** Dataset items **

──────

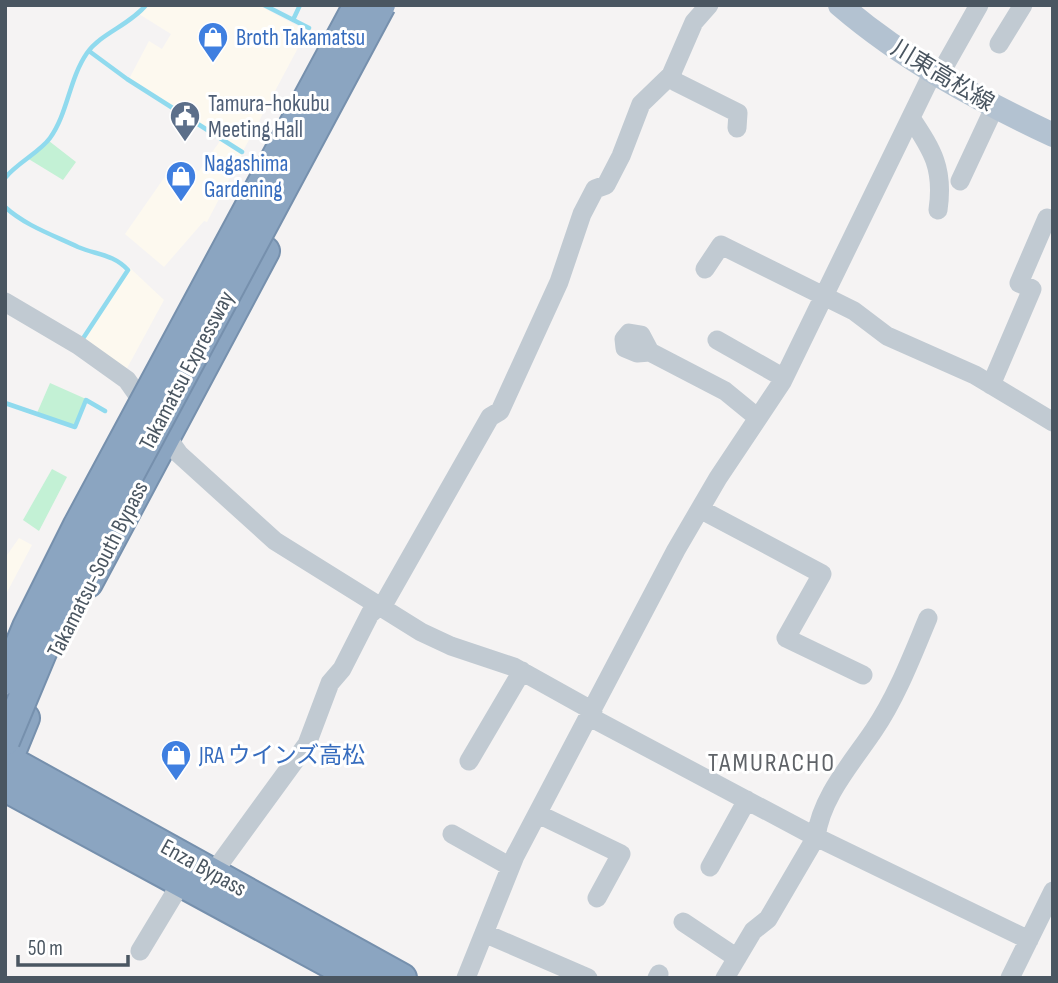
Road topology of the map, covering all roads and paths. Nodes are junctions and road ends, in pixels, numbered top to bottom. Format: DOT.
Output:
graph roads {
  1 [pos="343,5"];
  2 [pos="358,5"];
  3 [pos="381,5"];
  4 [pos="396,5"];
  5 [pos="709,5"];
  6 [pos="840,5"];
  7 [pos="981,5"];
  8 [pos="1023,5"];
  9 [pos="1012,23"];
  10 [pos="999,44"];
  11 [pos="936,74"];
  12 [pos="670,75"];
  13 [pos="995,106"];
  14 [pos="911,118"];
  15 [pos="737,128"];
  16 [pos="1053,135"];
  17 [pos="960,181"];
  18 [pos="938,210"];
  19 [pos="1053,221"];
  20 [pos="705,269"];
  21 [pos="824,297"];
  22 [pos="5,302"];
  23 [pos="718,340"];
  24 [pos="650,352"];
  25 [pos="784,378"];
  26 [pos="992,385"];
  27 [pos="136,393"];
  28 [pos="758,418"];
  29 [pos="1053,422"];
  30 [pos="166,436"];
  31 [pos="700,509"];
  32 [pos="378,606"];
  33 [pos="928,618"];
  34 [pos="5,652"];
  35 [pos="522,671"];
  36 [pos="863,675"];
  37 [pos="5,680"];
  38 [pos="592,714"];
  39 [pos="6,756"];
  40 [pos="468,761"];
  41 [pos="5,787"];
  42 [pos="747,800"];
  43 [pos="538,814"];
  44 [pos="452,834"];
  45 [pos="816,837"];
  46 [pos="509,866"];
  47 [pos="710,867"];
  48 [pos="214,873"];
  49 [pos="181,883"];
  50 [pos="1053,891"];
  51 [pos="597,898"];
  52 [pos="683,922"];
  53 [pos="484,933"];
  54 [pos="1029,940"];
  55 [pos="140,951"];
  56 [pos="737,958"];
  57 [pos="357,978"];
  58 [pos="402,978"];
  59 [pos="466,978"];
  60 [pos="588,978"];
  61 [pos="725,978"];
  62 [pos="1010,978"];
  1 -- 27 [label="highway, Takamatsu-South Bypass"];
  2 -- 37 [label="highway, Takamatsu Expressway, bridge"];
  3 -- 39 [label="highway, Takamatsu Expressway, bridge"];
  4 -- 30 [label="highway, Takamatsu-South Bypass"];
  5 -- 12 [label="street"];
  6 -- 11 [label="main road, 川東高松線"];
  7 -- 9 [label="street"];
  7 -- 11 [label="street"];
  8 -- 9 [label="street"];
  9 -- 10 [label="street"];
  11 -- 13 [label="main road, 川東高松線"];
  11 -- 14 [label="street"];
  12 -- 15 [label="street"];
  12 -- 32 [label="street"];
  13 -- 16 [label="main road, 川東高松線"];
  13 -- 17 [label="street"];
  14 -- 18 [label="street"];
  14 -- 21 [label="street"];
  19 -- 26 [label="street"];
  20 -- 21 [label="street"];
  21 -- 25 [label="street"];
  21 -- 26 [label="street"];
  22 -- 27 [label="street"];
  23 -- 25 [label="street"];
  24 -- 28 [label="street"];
  25 -- 28 [label="street"];
  26 -- 29 [label="street"];
  27 -- 30 [label="street"];
  27 -- 34 [label="highway, Takamatsu-South Bypass"];
  28 -- 31 [label="street"];
  30 -- 32 [label="street"];
  30 -- 39 [label="highway, Takamatsu-South Bypass"];
  31 -- 36 [label="street"];
  31 -- 38 [label="street"];
  32 -- 35 [label="street"];
  32 -- 48 [label="street"];
  33 -- 45 [label="street"];
  35 -- 38 [label="street"];
  35 -- 40 [label="street"];
  38 -- 42 [label="street"];
  38 -- 43 [label="street"];
  39 -- 48 [label="highway, Enza Bypass"];
  41 -- 49 [label="highway, Enza Bypass"];
  42 -- 45 [label="street"];
  42 -- 47 [label="street"];
  43 -- 46 [label="street"];
  43 -- 51 [label="street"];
  44 -- 46 [label="street"];
  45 -- 54 [label="street"];
  45 -- 56 [label="street"];
  46 -- 53 [label="street"];
  48 -- 58 [label="highway, Enza Bypass"];
  49 -- 55 [label="street"];
  49 -- 57 [label="highway, Enza Bypass"];
  50 -- 54 [label="street"];
  52 -- 56 [label="street"];
  53 -- 59 [label="street"];
  53 -- 60 [label="street"];
  54 -- 62 [label="street"];
  56 -- 61 [label="street"];
}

──────

** Prompt **
Examine the records and pull out every line where the string "Enza" occurs.

** Completed task **
  39 -- 48 [label="highway, Enza Bypass"];
  41 -- 49 [label="highway, Enza Bypass"];
  48 -- 58 [label="highway, Enza Bypass"];
  49 -- 57 [label="highway, Enza Bypass"];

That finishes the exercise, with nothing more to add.